Ipsen and Genfit’s elafibranor will now be marketed as Iqirvo and is the first new medicine approved in nearly a decade for the treatment of the rare liver disease, according to the companies.
The FDA on Monday granted accelerated approval to Ipsen and Genfit’s elafibranor, now to carry the brand name Iqirvo, for the treatment of the rare liver disease primary biliary cholangitis.
Christelle Huguet, head of R&D at Ipsen, said in a statement that Iqirvo is a “much-needed treatment option” for patients with primary biliary cholangitis (PBC) and is the first new drug for this condition in nearly a decade.

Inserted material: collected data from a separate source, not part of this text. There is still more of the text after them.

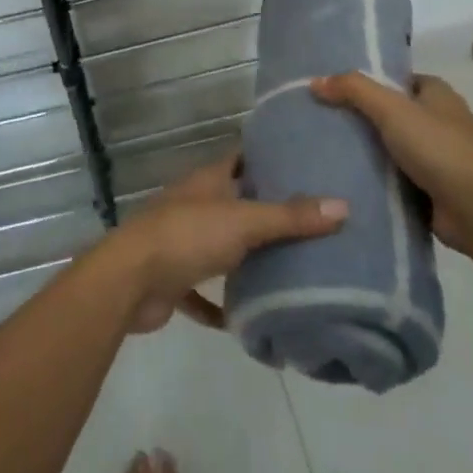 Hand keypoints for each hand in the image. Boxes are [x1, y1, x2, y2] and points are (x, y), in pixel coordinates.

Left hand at [108, 151, 347, 333]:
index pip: (242, 157)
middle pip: (235, 200)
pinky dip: (220, 303)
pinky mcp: (173, 278)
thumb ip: (290, 217)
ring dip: (246, 255)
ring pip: (221, 244)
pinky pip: (203, 291)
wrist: (129, 281)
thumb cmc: (187, 236)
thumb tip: (343, 206)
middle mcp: (195, 204)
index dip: (270, 155)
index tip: (306, 160)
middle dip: (267, 209)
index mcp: (209, 181)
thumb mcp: (244, 222)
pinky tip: (246, 317)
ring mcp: (182, 240)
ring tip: (290, 265)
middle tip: (312, 217)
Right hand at [310, 72, 472, 261]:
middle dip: (361, 119)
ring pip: (392, 148)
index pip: (397, 79)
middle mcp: (440, 122)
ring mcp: (438, 158)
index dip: (368, 82)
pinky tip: (344, 182)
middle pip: (392, 114)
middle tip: (321, 121)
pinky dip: (376, 181)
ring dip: (366, 153)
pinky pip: (396, 180)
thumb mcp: (391, 109)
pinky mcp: (433, 190)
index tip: (333, 89)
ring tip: (323, 151)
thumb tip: (315, 81)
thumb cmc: (439, 148)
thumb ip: (354, 90)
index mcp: (437, 94) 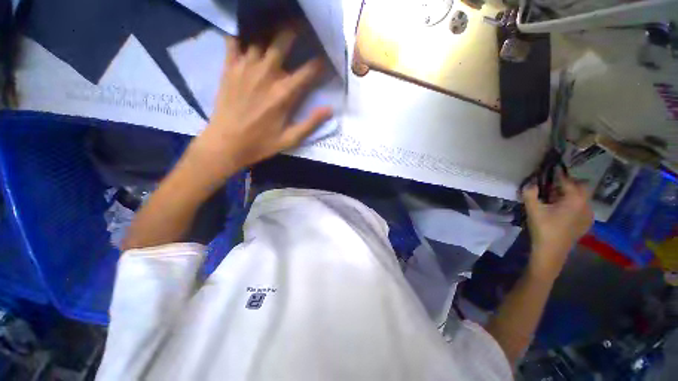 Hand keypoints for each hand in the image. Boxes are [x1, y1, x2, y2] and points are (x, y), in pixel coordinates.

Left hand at [187, 30, 332, 181]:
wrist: (226, 143)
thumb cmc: (260, 143)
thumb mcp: (290, 139)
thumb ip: (311, 123)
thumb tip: (330, 109)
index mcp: (284, 94)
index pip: (308, 71)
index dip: (320, 62)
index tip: (326, 58)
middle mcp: (266, 74)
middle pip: (283, 42)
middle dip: (295, 31)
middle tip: (302, 24)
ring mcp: (245, 68)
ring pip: (260, 38)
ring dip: (271, 30)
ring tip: (278, 26)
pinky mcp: (229, 68)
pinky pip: (234, 41)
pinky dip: (242, 34)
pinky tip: (247, 34)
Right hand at [523, 176, 593, 279]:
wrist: (552, 251)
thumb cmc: (543, 229)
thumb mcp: (533, 210)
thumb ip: (530, 193)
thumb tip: (530, 182)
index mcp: (575, 199)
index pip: (567, 181)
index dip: (558, 174)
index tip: (552, 168)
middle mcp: (586, 204)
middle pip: (581, 186)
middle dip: (569, 183)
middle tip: (554, 184)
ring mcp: (589, 214)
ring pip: (583, 197)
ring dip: (572, 193)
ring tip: (557, 198)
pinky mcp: (586, 223)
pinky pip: (583, 206)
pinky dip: (574, 203)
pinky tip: (563, 210) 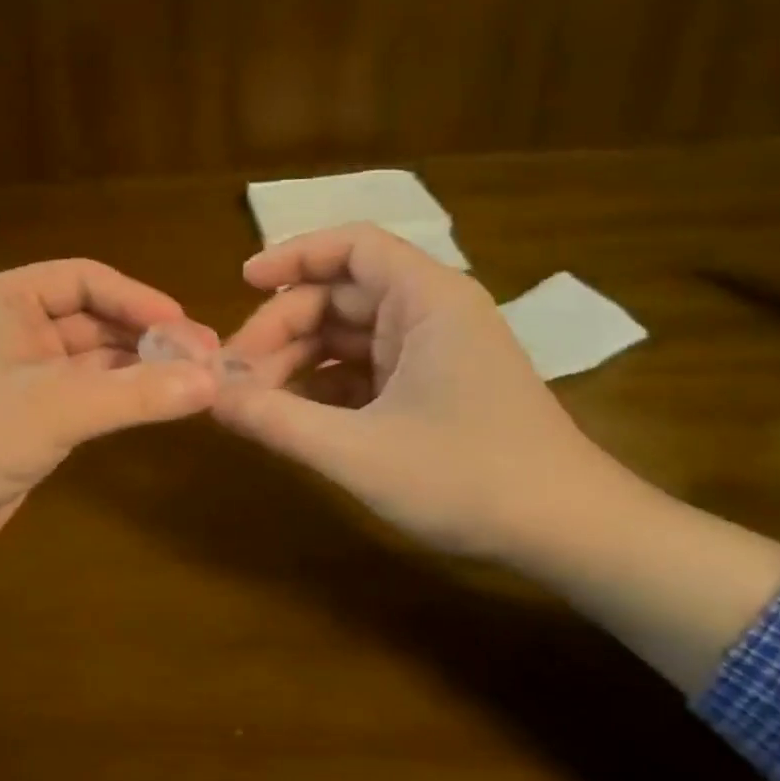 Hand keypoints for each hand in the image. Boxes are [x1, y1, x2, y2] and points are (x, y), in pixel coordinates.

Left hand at [0, 260, 218, 626]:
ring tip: (191, 384)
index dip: (139, 299)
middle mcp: (11, 328)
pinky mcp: (25, 415)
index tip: (186, 326)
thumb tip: (215, 381)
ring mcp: (17, 374)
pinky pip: (80, 393)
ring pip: (89, 359)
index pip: (85, 280)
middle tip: (204, 359)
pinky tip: (153, 407)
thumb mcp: (61, 408)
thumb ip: (139, 393)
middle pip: (92, 319)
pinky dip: (116, 397)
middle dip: (145, 337)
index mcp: (6, 301)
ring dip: (135, 369)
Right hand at [214, 225, 620, 560]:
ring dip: (297, 363)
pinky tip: (292, 418)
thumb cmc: (469, 478)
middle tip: (234, 376)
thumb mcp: (358, 451)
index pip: (353, 247)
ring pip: (347, 337)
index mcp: (427, 301)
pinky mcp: (432, 389)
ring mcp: (434, 353)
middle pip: (339, 296)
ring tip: (253, 402)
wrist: (569, 533)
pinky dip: (324, 388)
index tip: (241, 283)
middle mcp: (431, 314)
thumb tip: (209, 396)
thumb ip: (276, 421)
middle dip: (281, 329)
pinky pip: (364, 371)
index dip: (293, 256)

“For a significant number of people living with PBC, available treatments do not control the condition and may exacerbate symptoms of PBC,” Huguet said. When left unchecked, patients with PBC can develop liver failure and may ultimately need liver transplantation.
PBC is a rare, autoimmune and cholestatic liver disease characterized by the build-up of bile and toxins as well as chronic inflammation, both of which lead to irreversible liver scarring. Iqirvo, a first-in-class oral, once-daily oral drug in-licensed from Genfit in 2021, works by blocking the peroxisome proliferator-activated receptor, which could lower the production of bile acids and ease inflammation and fibrosis.

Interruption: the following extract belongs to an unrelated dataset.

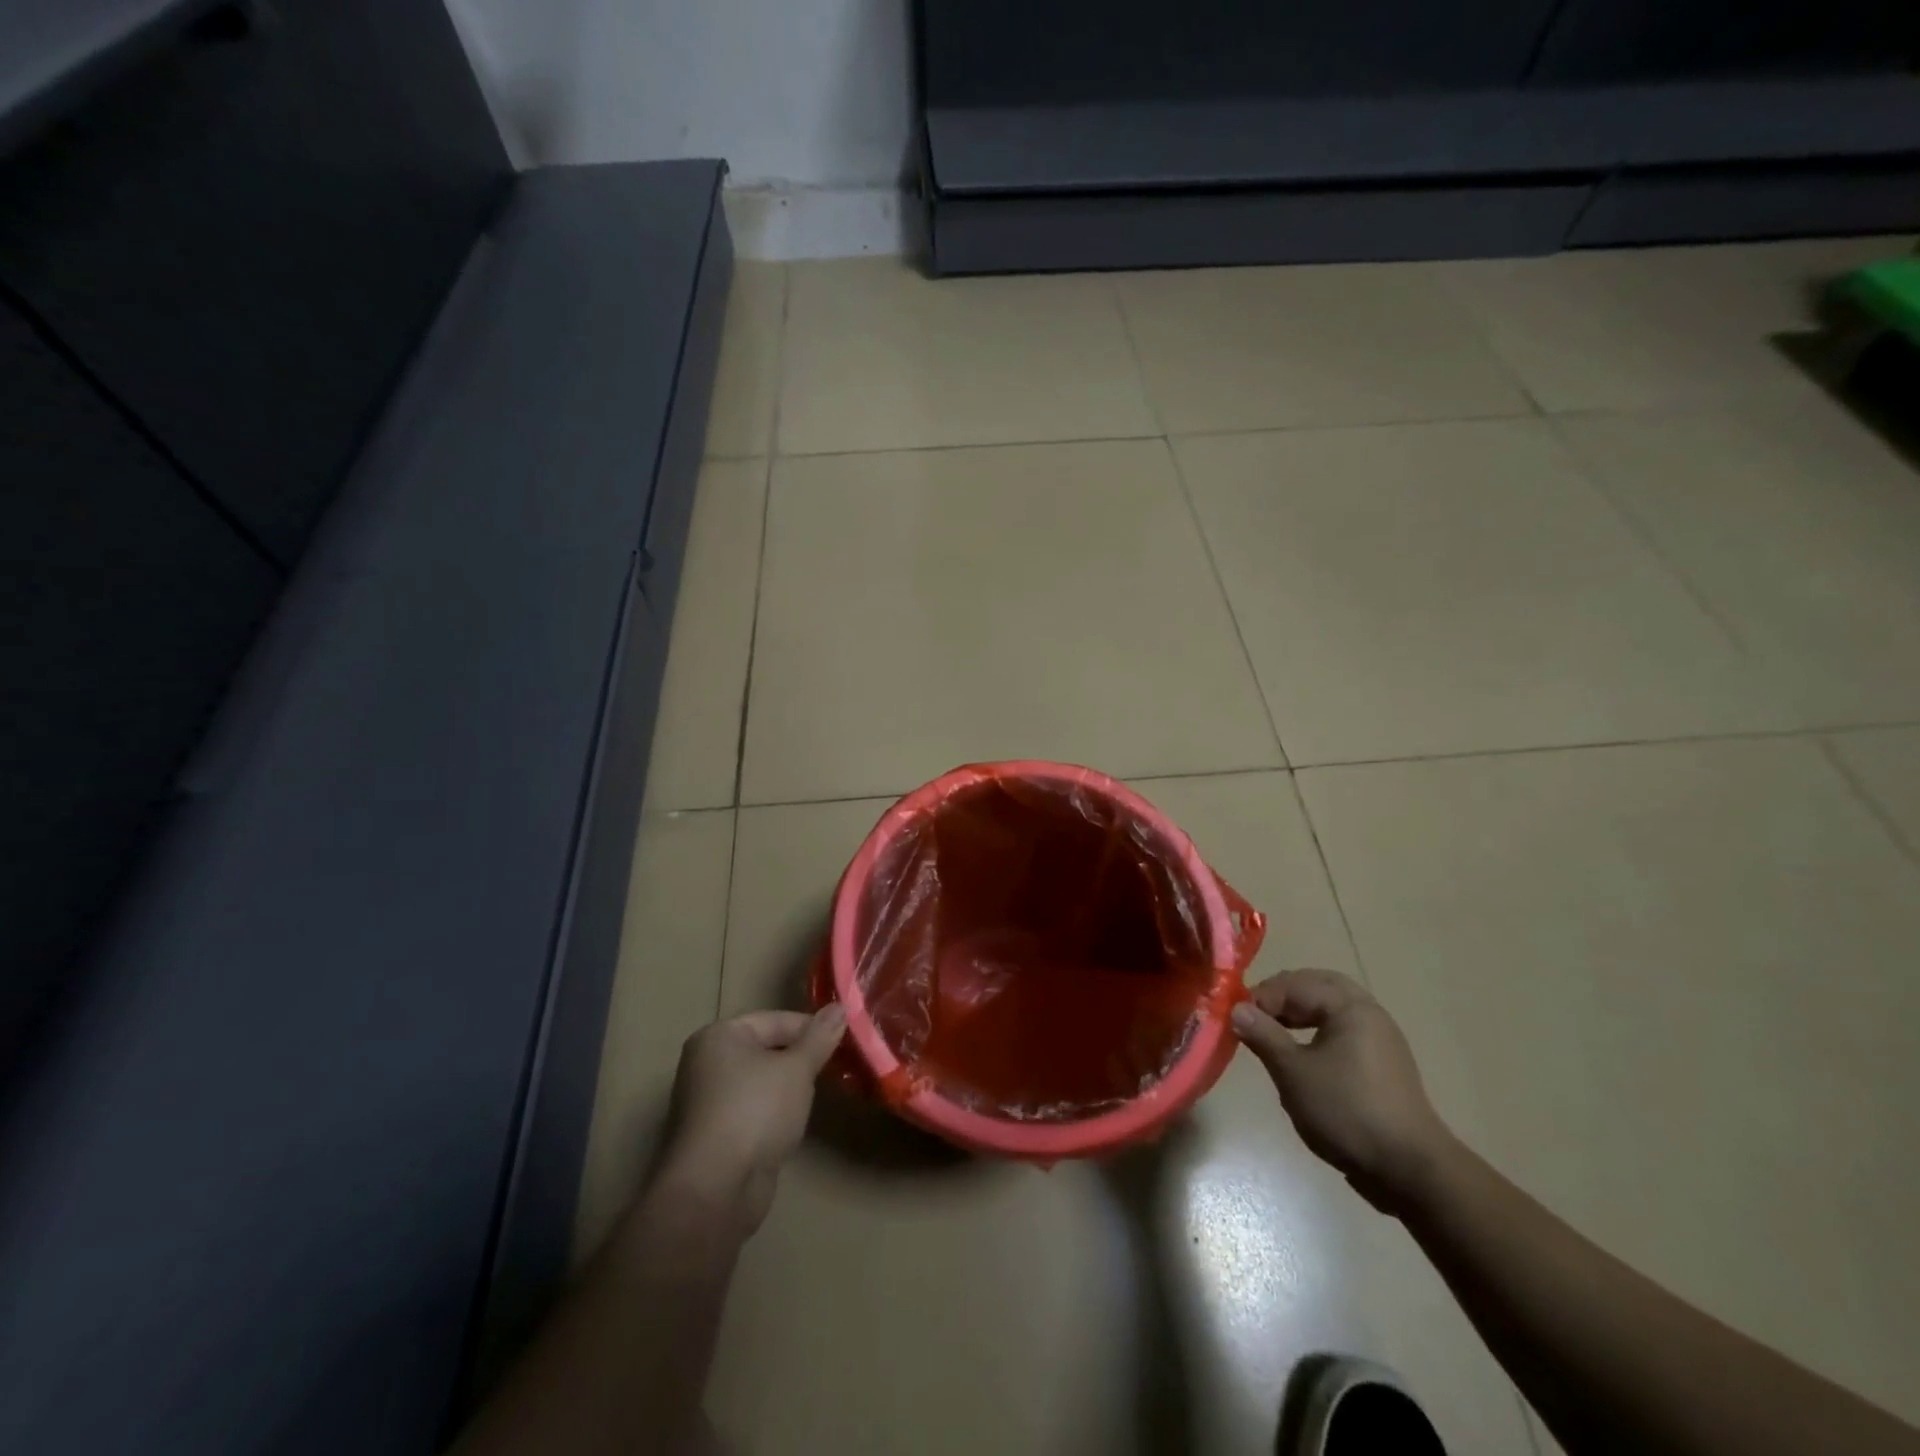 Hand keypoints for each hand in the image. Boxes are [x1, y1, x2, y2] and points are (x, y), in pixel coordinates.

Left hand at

Iqirvo’s exact mechanism of action for PBC is not completely known, according to its label. Iqirvo is indicated as a combination treatment with ursodeoxycholic acid (UDCA) in adult patients who have shown an inadequate response to UDCA. The drug can also be given as a monotherapy in patients who are intolerant to UDCA. Iqirvo does not come with a boxed warning but its label recommends against its use in patients with decompensated cirrhosis.
Because Iqirvo was approved under the FDA’s accelerated pathway, using a surrogate biomarker endpoint, its benefits in terms of survival or prevention of liver decompensation “have not been demonstrated,” according to the companies. To keep Iqirvo’s approval, Ipsen and Genfit may need to run a confirmatory trial to verify its clinical benefit.

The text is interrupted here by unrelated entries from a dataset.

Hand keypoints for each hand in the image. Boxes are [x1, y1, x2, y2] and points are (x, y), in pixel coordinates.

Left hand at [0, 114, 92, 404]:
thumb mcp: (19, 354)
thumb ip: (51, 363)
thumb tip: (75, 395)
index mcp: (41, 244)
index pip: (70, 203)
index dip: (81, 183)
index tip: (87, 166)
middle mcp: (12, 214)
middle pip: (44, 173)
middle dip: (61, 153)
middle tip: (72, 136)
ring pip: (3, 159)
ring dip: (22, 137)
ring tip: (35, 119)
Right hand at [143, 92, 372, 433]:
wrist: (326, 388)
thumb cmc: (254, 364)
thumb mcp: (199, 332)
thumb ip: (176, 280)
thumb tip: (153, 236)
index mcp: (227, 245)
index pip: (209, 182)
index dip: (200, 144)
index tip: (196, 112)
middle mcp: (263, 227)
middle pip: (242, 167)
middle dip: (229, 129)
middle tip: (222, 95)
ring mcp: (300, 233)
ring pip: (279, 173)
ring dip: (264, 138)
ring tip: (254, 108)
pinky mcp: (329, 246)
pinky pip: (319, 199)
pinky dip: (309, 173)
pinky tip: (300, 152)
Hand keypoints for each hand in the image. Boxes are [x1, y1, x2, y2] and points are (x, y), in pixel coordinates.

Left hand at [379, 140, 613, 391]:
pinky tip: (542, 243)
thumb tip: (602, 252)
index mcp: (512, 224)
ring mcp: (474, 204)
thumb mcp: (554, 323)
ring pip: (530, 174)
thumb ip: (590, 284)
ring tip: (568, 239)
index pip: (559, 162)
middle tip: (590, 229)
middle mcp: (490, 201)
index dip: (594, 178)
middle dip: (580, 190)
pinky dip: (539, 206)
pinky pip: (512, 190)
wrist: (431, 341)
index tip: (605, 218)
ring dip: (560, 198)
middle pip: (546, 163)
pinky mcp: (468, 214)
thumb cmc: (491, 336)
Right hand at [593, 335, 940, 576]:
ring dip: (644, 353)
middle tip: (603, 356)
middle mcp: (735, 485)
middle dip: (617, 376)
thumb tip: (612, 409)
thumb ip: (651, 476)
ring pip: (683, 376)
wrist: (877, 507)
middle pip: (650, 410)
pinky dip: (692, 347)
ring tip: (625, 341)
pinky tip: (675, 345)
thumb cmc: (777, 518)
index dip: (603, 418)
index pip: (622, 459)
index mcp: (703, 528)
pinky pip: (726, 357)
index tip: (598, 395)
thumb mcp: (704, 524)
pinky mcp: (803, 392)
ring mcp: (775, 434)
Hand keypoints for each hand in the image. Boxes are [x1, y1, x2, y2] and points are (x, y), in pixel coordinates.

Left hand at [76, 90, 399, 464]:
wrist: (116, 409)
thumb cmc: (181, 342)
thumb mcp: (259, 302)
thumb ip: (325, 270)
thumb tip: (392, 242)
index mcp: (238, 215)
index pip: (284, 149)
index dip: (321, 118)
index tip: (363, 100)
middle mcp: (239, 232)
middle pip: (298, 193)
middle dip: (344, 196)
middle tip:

Monday’s approval was supported by data from the Phase III ELATIVE trial. In November 2023, Ipsen and Genfit published data from the study in The New England Journal of Medicine, touting a 51% biochemical response rate as assessed through alkaline phosphatase levels, a biochemical marker often used as a surrogate endpoint in PBC studies. By comparison, only 4% of placebo counterparts hit the primary outcome.
Elafibranor also met its key secondary endpoints, normalizing alkaline phosphatase levels in 15% of treated patients, compared to none in the placebo arm.
The most common side effects associated with elafibranor included abdominal pain, diarrhea, weight gain, nausea and vomiting. Some patients developed myalgia, myopathy, rhabdomylosis, fractures and drug-induced liver injuries.